At the front door Margareetta slips in front of me, blocks my way. She is holding my keys before I notice it.

“Wonderful keys. And what a door. So many security locks.”

She has to turn each of the keys several times before the door opens. The keys slip into her pocket. Then she is already inside.

“Is anyone at home?” she shouts into the hallway. “Margareetta has come home!”

No one replies, and Margareetta doesn’t say anything for a long time either. She strolls around the hall carpet with her head tilted back, until she knocks into an armchair, snorts with hiccups of laughter, and sits down.

“We’ve never had such a big hall. Heehic. We’ve never even had a living room the size of this hall.” Her delight is overwhelming. It is almost too much.

“Don’t laugh, Katariina!” she says, and I realize that I am giggling.

“Show me your room.”

In my room she rushes to the window and opens it. The curtain sways. The wild vine stirs. The shadow of the creeper changes its shape on the walls and the stuffed toys. When Margareetta discovers the fluffy toys on my bed, she grabs them and squeezes them. They adapt to her hands. Their fur mingles with her fingers. When she sits down on my bed, the toys all bend towards her as if they were alive.

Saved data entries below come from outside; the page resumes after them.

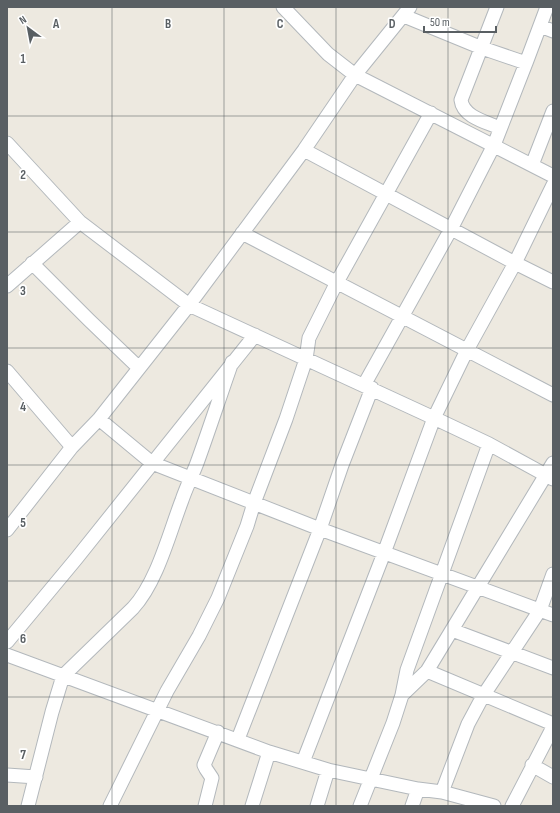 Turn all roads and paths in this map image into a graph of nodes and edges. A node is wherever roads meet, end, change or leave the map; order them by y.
1 (283, 7) edge
2 (497, 7) edge
3 (547, 7) edge
4 (407, 11) edge
5 (540, 26) junction
6 (553, 31) edge
7 (482, 48) junction
8 (526, 63) junction
9 (355, 75) junction
10 (553, 110) edge
11 (431, 113) junction
12 (500, 128) junction
13 (7, 143) edge
14 (494, 146) junction
15 (304, 150) junction
16 (532, 165) junction
17 (553, 176) edge
18 (553, 185) edge
19 (386, 195) junction
20 (80, 222) junction
21 (451, 228) junction
22 (242, 233) junction
23 (32, 263) junction
24 (515, 263) junction
25 (337, 282) junction
26 (553, 282) edge
27 (7, 286) edge
28 (188, 306) junction
29 (402, 316) junction
30 (255, 335) junction
31 (467, 350) junction
32 (306, 359) junction
33 (232, 362) junction
34 (139, 368) junction
35 (7, 371) edge
36 (368, 386) junction
37 (553, 395) edge
38 (99, 418) junction
39 (434, 418) junction
40 (489, 444) junction
41 (72, 447) junction
42 (152, 463) junction
43 (553, 463) edge
44 (550, 477) edge
45 (190, 479) junction
46 (254, 503) junction
47 (320, 529) junction
48 (7, 530) edge
49 (384, 553) junction
50 (442, 574) junction
51 (553, 574) edge
52 (476, 588) junction
53 (540, 610) junction
54 (553, 615) edge
55 (452, 630) junction
56 (7, 642) edge
57 (513, 652) junction
58 (7, 655) edge
59 (553, 668) edge
60 (426, 671) junction
61 (63, 676) junction
62 (402, 696) junction
63 (483, 696) junction
64 (158, 712) junction
65 (553, 724) edge
66 (553, 727) edge
67 (218, 732) junction
68 (238, 739) junction
69 (269, 752) junction
70 (303, 762) junction
71 (532, 765) junction
72 (328, 770) junction
73 (7, 775) edge
74 (36, 777) junction
75 (553, 777) edge
76 (371, 779) junction
77 (418, 789) junction
78 (442, 792) junction
79 (28, 806) edge
80 (110, 806) edge
81 (205, 806) edge
82 (252, 806) edge
83 (317, 806) edge
84 (360, 806) edge
85 (412, 806) edge
86 (494, 806) edge
87 (512, 806) edge

1 - 9 street
2 - 7 street
3 - 5 street
4 - 7 street
4 - 9 street
5 - 6 street
5 - 8 street
7 - 8 street
7 - 12 street
8 - 12 street
9 - 11 street
9 - 15 street
10 - 16 street
11 - 14 street
11 - 19 street
12 - 14 street
13 - 20 street
14 - 16 street
14 - 21 street
15 - 19 street
15 - 22 street
16 - 17 street
18 - 24 street
19 - 21 street
19 - 25 street
20 - 23 street
20 - 28 street
21 - 24 street
21 - 29 street
22 - 25 street
22 - 28 street
23 - 27 street
23 - 34 street
24 - 26 street
24 - 31 street
25 - 29 street
25 - 32 street
28 - 30 street
28 - 34 street
29 - 31 street
29 - 36 street
30 - 32 street
30 - 33 street
31 - 37 street
31 - 39 street
32 - 36 street
32 - 46 street
33 - 42 street
33 - 45 street
34 - 38 street
35 - 41 street
36 - 39 street
36 - 47 street
38 - 41 street
38 - 42 street
39 - 40 street
39 - 49 street
40 - 44 street
40 - 50 street
41 - 48 street
42 - 45 street
42 - 56 street
43 - 44 street
44 - 52 street
45 - 46 street
45 - 61 street
46 - 47 street
46 - 64 street
47 - 49 street
47 - 68 street
49 - 50 street
49 - 70 street
50 - 52 street
50 - 62 street
51 - 53 street
52 - 53 street
52 - 55 street
53 - 54 street
53 - 57 street
55 - 57 street
55 - 60 street
57 - 59 street
57 - 63 street
58 - 61 street
60 - 62 street
60 - 63 street
61 - 64 street
61 - 74 street
62 - 76 street
63 - 65 street
63 - 78 street
64 - 67 street
64 - 80 street
66 - 71 street
67 - 68 street
67 - 81 street
68 - 69 street
69 - 70 street
69 - 82 street
70 - 72 street
71 - 75 street
71 - 87 street
72 - 76 street
72 - 83 street
73 - 74 street
74 - 79 street
76 - 77 street
76 - 84 street
77 - 78 street
77 - 85 street
78 - 86 street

“Just take it,” I say, as she fondles a dog that is missing a leg. “I’m not interested in them any more.”

“You’re wonderful,” she says. “Thank you, I shall keep this one always.” She looks at the dog and changes her voice, speaking more to the dog than to me. “Let this dog be my memory of you until the end of our days.” Then she dandles the dog in a patch of sunlight and says: “There, there, is your leg sore, let mummy blow on it.”

A moment later I pick up the toy from the floor. I put it back on the bed, and she never asks about it again.

Instead she peeks into my boxes, draws lines on my posters, takes out my books and browses through them. On each page a set of sweet-sticky fingerprints remains. The pages stick together.

“You can probably hear a sound,” she says. “When the pages stick together, you can hear a sound. If we record it. If it we speed it up and increase the volume to full, it’ll make a sound. A pattering sound. Or maybe a sucking one. ”

Later we try. She holds the microphone very close and presses her sticky fingers on the pages of each book before she closes it. My encyclopaedia. My girls’ books. My maths books. She carefully presses the pages together, flattening them. We never hear any sound. Not even though we connect the leads to the home theatre in the living room, turn up the volume to full and press our ears against the speakers. All we can hear is breathing. Her own enthusiastic breathing.

“A toilet of our very own!” Margareetta rejoices. The Dutch tiles make her voice echo, accompanied by the rattle and clink of various stuff. Margareetta paints her lips and applies eye shadow to her eyes. Pink and pale blue. “You probably think I look ridiculous,” she announces, looking ridiculous. She is right, as always.

She opens cabinets and doors. Peeks into the clothes room, where the dresses and shirts hang on clothes-hangers like a row of headless soldiers, and the pairs of shoes rest side by side on a rack. “Too tidy”, she snorts, and in her voice there is something that makes me feel ashamed and want to kick the shoes Swipe some dresses to the floor. Overturn the sock drawer. Knock over a box of hairpins, so there will at least be something untidy in the room.

Margareetta takes the clothes from the shelves and parades coquettishly in front of the mirror. In her movements there is eagerness. It is as if her hands seek something that they know is here. It is a long time before she remembers me again.

“Katariina,” she says. Now she sits on my desk. Her face is in shadow again, but I sense that she is smiling. “This is exactly the kind of house I have always dreamed of. One day I will also live in such a house.”

My keys clink in her pocket, and I don’t doubt her prediction for one moment. One day it will surely come to pass.